Collected data entries
*** Begin section ***

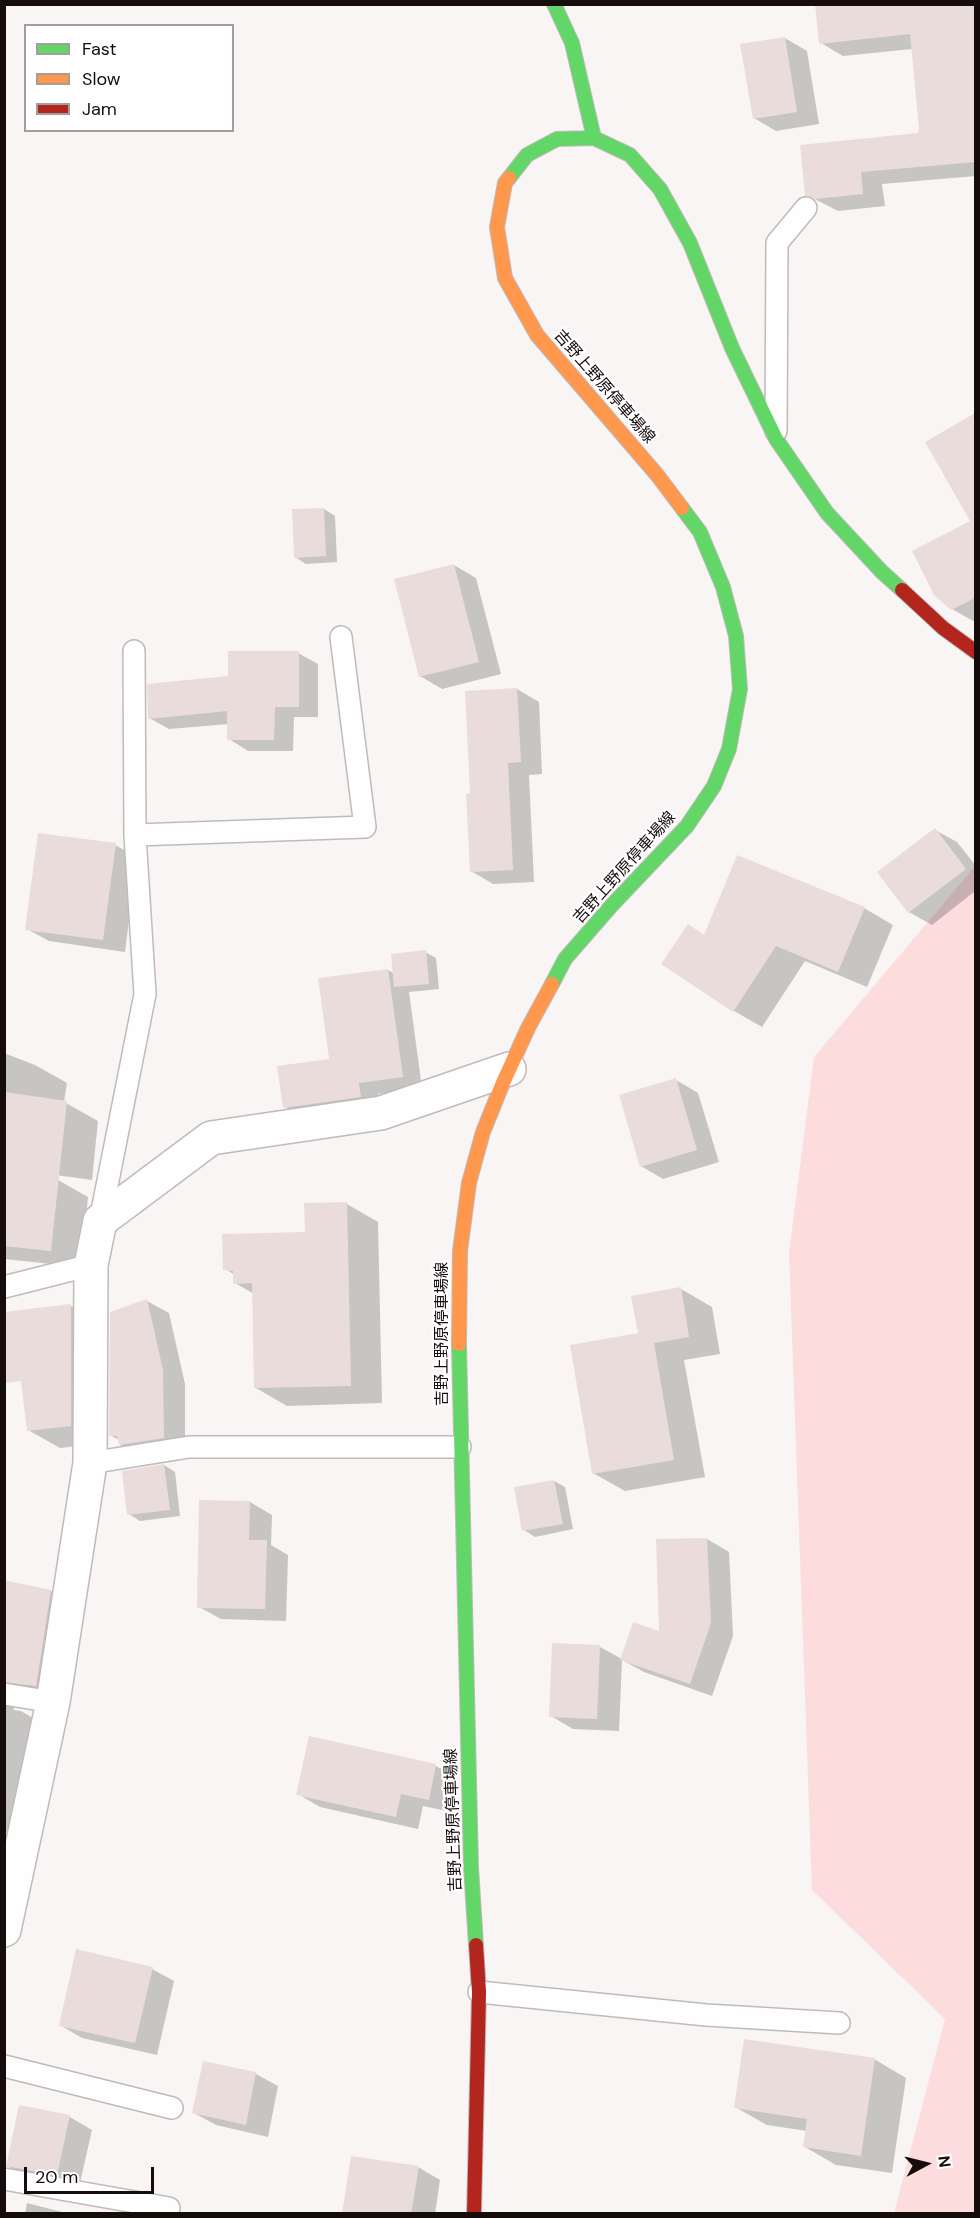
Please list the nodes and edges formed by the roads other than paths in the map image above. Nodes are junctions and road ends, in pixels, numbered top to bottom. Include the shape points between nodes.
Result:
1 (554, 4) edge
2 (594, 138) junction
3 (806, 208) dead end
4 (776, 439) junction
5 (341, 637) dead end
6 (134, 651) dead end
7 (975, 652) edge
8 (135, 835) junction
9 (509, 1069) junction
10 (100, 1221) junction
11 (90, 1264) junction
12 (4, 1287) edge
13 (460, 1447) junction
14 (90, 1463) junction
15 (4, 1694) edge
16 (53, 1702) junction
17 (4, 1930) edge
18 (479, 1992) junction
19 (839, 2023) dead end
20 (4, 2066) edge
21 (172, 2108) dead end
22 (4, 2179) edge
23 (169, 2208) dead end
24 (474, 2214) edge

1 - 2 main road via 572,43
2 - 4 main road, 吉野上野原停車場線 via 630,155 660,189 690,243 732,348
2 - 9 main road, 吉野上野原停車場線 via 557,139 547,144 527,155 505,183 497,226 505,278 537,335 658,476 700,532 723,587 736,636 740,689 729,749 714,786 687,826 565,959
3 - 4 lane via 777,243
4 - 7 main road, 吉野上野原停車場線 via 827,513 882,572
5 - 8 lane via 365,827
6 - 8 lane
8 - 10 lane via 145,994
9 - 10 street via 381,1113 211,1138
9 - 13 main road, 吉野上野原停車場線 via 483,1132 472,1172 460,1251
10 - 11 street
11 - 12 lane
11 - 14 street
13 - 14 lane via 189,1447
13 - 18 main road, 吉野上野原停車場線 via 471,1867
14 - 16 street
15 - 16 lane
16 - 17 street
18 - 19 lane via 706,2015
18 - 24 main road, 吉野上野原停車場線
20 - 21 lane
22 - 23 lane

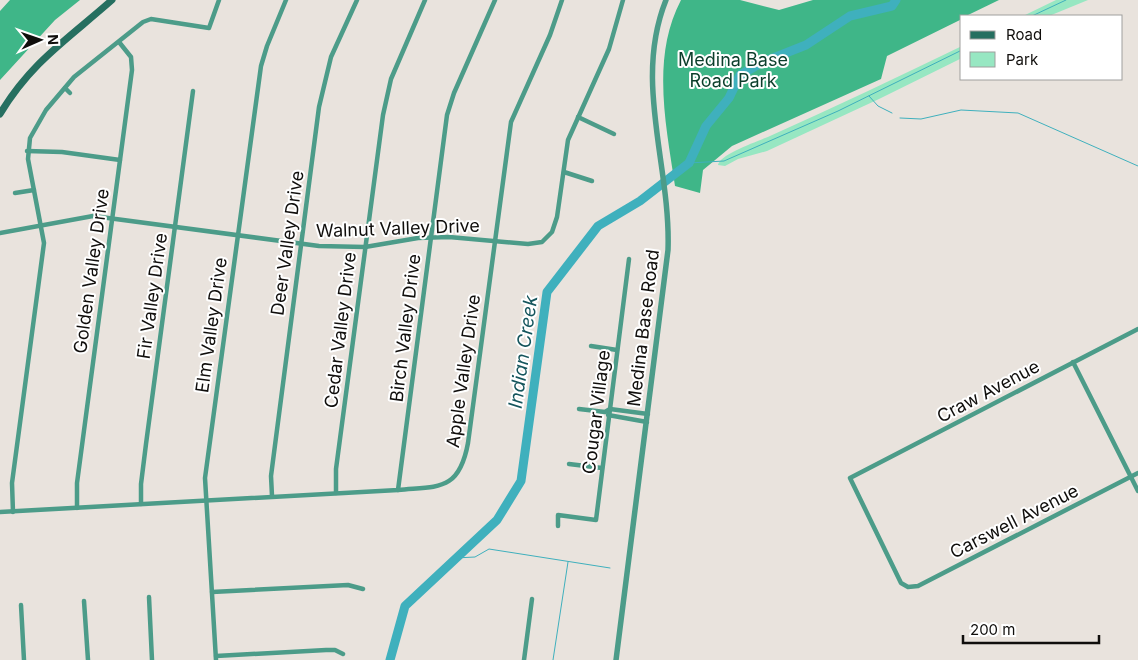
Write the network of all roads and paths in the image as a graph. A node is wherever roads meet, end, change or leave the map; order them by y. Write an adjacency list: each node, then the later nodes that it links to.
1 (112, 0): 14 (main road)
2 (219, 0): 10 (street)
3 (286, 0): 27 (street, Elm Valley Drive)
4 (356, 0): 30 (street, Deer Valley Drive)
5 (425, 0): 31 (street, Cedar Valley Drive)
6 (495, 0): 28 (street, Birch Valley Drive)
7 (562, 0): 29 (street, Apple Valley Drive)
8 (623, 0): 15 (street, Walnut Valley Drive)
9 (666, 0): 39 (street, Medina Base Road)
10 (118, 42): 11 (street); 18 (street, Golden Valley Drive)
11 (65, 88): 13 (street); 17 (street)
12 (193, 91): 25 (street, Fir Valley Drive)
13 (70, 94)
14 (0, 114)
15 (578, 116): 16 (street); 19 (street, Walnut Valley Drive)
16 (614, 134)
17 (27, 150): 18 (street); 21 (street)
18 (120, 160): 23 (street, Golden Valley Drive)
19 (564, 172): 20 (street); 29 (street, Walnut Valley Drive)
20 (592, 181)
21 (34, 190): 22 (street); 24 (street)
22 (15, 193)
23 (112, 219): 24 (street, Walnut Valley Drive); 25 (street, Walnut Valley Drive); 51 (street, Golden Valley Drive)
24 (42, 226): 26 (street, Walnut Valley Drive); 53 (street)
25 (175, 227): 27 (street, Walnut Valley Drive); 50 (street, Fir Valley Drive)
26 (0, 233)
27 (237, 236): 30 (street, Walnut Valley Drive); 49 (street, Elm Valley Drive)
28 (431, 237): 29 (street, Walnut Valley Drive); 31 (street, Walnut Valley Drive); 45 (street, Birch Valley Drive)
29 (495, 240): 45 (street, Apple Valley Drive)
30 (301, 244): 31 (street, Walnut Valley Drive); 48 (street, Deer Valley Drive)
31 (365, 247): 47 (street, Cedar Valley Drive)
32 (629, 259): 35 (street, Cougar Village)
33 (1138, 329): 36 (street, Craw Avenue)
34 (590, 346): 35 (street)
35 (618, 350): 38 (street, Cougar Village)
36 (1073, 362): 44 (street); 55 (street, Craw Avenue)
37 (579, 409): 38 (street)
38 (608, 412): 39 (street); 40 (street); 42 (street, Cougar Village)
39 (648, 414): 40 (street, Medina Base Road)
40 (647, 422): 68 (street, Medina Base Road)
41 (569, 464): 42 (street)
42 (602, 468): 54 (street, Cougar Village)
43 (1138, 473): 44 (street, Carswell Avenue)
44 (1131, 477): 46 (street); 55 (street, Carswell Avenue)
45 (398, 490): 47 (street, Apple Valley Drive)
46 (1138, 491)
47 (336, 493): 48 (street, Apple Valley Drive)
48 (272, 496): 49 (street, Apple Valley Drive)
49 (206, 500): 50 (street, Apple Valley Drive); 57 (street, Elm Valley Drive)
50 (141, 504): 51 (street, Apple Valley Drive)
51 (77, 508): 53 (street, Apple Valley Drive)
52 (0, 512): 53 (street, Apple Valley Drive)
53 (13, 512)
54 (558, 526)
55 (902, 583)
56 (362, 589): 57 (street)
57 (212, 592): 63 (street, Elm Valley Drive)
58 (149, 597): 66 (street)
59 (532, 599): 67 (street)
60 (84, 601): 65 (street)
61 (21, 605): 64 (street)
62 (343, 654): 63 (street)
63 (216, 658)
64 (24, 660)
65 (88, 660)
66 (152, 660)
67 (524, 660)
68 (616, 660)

*** End section ***

• Required work
Check each line above for the string "Birch" and show the ones that have it.

• The answer
6 (495, 0): 28 (street, Birch Valley Drive)
28 (431, 237): 29 (street, Walnut Valley Drive); 31 (street, Walnut Valley Drive); 45 (street, Birch Valley Drive)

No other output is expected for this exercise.